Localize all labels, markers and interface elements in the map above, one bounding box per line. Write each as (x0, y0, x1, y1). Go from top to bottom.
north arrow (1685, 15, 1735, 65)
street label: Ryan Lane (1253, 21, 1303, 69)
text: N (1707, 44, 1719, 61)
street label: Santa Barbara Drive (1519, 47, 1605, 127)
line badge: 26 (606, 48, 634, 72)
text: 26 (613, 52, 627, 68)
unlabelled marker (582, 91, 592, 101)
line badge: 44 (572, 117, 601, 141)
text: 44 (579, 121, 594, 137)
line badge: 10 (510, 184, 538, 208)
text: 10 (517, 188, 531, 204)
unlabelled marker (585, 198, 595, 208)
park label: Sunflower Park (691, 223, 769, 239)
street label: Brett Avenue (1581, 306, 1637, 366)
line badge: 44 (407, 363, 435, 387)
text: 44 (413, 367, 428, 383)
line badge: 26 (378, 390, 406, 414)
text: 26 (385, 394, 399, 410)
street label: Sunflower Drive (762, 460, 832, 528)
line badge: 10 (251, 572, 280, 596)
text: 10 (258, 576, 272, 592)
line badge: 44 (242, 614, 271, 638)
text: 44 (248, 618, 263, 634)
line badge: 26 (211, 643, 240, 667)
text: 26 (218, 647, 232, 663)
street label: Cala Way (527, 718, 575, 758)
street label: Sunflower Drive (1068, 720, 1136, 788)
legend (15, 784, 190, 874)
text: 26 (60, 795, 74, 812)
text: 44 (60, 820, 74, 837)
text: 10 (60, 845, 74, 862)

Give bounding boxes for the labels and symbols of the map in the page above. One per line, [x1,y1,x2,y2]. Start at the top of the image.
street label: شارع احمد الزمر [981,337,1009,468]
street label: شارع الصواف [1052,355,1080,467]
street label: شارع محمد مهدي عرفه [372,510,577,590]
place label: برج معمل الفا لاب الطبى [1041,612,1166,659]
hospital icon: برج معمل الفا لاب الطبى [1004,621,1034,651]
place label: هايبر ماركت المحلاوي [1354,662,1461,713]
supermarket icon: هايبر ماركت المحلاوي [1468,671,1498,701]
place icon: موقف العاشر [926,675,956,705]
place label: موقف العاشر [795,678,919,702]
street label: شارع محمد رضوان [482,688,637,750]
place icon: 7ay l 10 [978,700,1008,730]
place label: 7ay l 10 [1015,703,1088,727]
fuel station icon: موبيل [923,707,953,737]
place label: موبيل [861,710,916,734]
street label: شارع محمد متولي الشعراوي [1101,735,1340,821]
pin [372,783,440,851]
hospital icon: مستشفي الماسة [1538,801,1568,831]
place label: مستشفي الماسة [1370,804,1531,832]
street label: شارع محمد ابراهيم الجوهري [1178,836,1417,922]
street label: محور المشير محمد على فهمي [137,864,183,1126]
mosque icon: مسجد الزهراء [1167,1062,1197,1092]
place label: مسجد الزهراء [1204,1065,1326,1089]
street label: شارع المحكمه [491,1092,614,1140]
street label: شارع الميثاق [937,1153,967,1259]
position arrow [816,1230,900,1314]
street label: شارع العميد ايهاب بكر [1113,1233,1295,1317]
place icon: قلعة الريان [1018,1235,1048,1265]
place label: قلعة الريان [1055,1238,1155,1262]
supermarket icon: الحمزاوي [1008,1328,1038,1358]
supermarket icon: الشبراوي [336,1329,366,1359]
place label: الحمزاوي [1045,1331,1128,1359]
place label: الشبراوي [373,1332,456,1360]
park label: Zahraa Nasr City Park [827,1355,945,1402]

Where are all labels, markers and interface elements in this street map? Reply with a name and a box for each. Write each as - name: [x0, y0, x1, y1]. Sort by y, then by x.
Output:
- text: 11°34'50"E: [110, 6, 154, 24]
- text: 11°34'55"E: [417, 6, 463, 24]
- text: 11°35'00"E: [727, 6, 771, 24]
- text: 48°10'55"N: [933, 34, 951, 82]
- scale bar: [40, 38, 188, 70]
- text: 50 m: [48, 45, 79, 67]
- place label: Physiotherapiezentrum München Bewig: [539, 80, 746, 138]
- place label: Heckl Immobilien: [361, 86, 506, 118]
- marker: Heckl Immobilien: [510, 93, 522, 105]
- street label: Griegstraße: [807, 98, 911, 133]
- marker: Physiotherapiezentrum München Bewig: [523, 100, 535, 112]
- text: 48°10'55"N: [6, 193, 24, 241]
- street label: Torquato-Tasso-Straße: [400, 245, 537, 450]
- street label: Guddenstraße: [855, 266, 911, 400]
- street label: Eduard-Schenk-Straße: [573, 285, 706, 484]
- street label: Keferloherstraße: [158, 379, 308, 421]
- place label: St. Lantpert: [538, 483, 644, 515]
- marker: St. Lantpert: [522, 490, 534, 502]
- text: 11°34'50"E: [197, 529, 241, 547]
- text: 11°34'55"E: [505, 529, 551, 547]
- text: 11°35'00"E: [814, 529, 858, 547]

——————

**What to do:**
Copy out the full listing exactly.

**Problem solution:**
Localize all labels, markers and interface elements in the map above, one bounding box per line. Write each as (x0, y0, x1, y1). Go from top to bottom.
north arrow (1685, 15, 1735, 65)
street label: Ryan Lane (1253, 21, 1303, 69)
text: N (1707, 44, 1719, 61)
street label: Santa Barbara Drive (1519, 47, 1605, 127)
line badge: 26 (606, 48, 634, 72)
text: 26 (613, 52, 627, 68)
unlabelled marker (582, 91, 592, 101)
line badge: 44 (572, 117, 601, 141)
text: 44 (579, 121, 594, 137)
line badge: 10 (510, 184, 538, 208)
text: 10 (517, 188, 531, 204)
unlabelled marker (585, 198, 595, 208)
park label: Sunflower Park (691, 223, 769, 239)
street label: Brett Avenue (1581, 306, 1637, 366)
line badge: 44 (407, 363, 435, 387)
text: 44 (413, 367, 428, 383)
line badge: 26 (378, 390, 406, 414)
text: 26 (385, 394, 399, 410)
street label: Sunflower Drive (762, 460, 832, 528)
line badge: 10 (251, 572, 280, 596)
text: 10 (258, 576, 272, 592)
line badge: 44 (242, 614, 271, 638)
text: 44 (248, 618, 263, 634)
line badge: 26 (211, 643, 240, 667)
text: 26 (218, 647, 232, 663)
street label: Cala Way (527, 718, 575, 758)
street label: Sunflower Drive (1068, 720, 1136, 788)
legend (15, 784, 190, 874)
text: 26 (60, 795, 74, 812)
text: 44 (60, 820, 74, 837)
text: 10 (60, 845, 74, 862)

Give bounding boxes for the labels and symbols of the map in the page above. One per line, [x1,y1,x2,y2]. Start at the top of the image.
street label: شارع احمد الزمر [981,337,1009,468]
street label: شارع الصواف [1052,355,1080,467]
street label: شارع محمد مهدي عرفه [372,510,577,590]
place label: برج معمل الفا لاب الطبى [1041,612,1166,659]
hospital icon: برج معمل الفا لاب الطبى [1004,621,1034,651]
place label: هايبر ماركت المحلاوي [1354,662,1461,713]
supermarket icon: هايبر ماركت المحلاوي [1468,671,1498,701]
place icon: موقف العاشر [926,675,956,705]
place label: موقف العاشر [795,678,919,702]
street label: شارع محمد رضوان [482,688,637,750]
place icon: 7ay l 10 [978,700,1008,730]
place label: 7ay l 10 [1015,703,1088,727]
fuel station icon: موبيل [923,707,953,737]
place label: موبيل [861,710,916,734]
street label: شارع محمد متولي الشعراوي [1101,735,1340,821]
pin [372,783,440,851]
hospital icon: مستشفي الماسة [1538,801,1568,831]
place label: مستشفي الماسة [1370,804,1531,832]
street label: شارع محمد ابراهيم الجوهري [1178,836,1417,922]
street label: محور المشير محمد على فهمي [137,864,183,1126]
mosque icon: مسجد الزهراء [1167,1062,1197,1092]
place label: مسجد الزهراء [1204,1065,1326,1089]
street label: شارع المحكمه [491,1092,614,1140]
street label: شارع الميثاق [937,1153,967,1259]
position arrow [816,1230,900,1314]
street label: شارع العميد ايهاب بكر [1113,1233,1295,1317]
place icon: قلعة الريان [1018,1235,1048,1265]
place label: قلعة الريان [1055,1238,1155,1262]
supermarket icon: الحمزاوي [1008,1328,1038,1358]
supermarket icon: الشبراوي [336,1329,366,1359]
place label: الحمزاوي [1045,1331,1128,1359]
place label: الشبراوي [373,1332,456,1360]
park label: Zahraa Nasr City Park [827,1355,945,1402]

Where are all labels, markers and interface elements in this street map? Reply with a name and a box for each. Write each as - name: [x0, y0, x1, y1]. Sort by y, then by x.
Output:
- text: 11°34'50"E: [110, 6, 154, 24]
- text: 11°34'55"E: [417, 6, 463, 24]
- text: 11°35'00"E: [727, 6, 771, 24]
- text: 48°10'55"N: [933, 34, 951, 82]
- scale bar: [40, 38, 188, 70]
- text: 50 m: [48, 45, 79, 67]
- place label: Physiotherapiezentrum München Bewig: [539, 80, 746, 138]
- place label: Heckl Immobilien: [361, 86, 506, 118]
- marker: Heckl Immobilien: [510, 93, 522, 105]
- street label: Griegstraße: [807, 98, 911, 133]
- marker: Physiotherapiezentrum München Bewig: [523, 100, 535, 112]
- text: 48°10'55"N: [6, 193, 24, 241]
- street label: Torquato-Tasso-Straße: [400, 245, 537, 450]
- street label: Guddenstraße: [855, 266, 911, 400]
- street label: Eduard-Schenk-Straße: [573, 285, 706, 484]
- street label: Keferloherstraße: [158, 379, 308, 421]
- place label: St. Lantpert: [538, 483, 644, 515]
- marker: St. Lantpert: [522, 490, 534, 502]
- text: 11°34'50"E: [197, 529, 241, 547]
- text: 11°34'55"E: [505, 529, 551, 547]
- text: 11°35'00"E: [814, 529, 858, 547]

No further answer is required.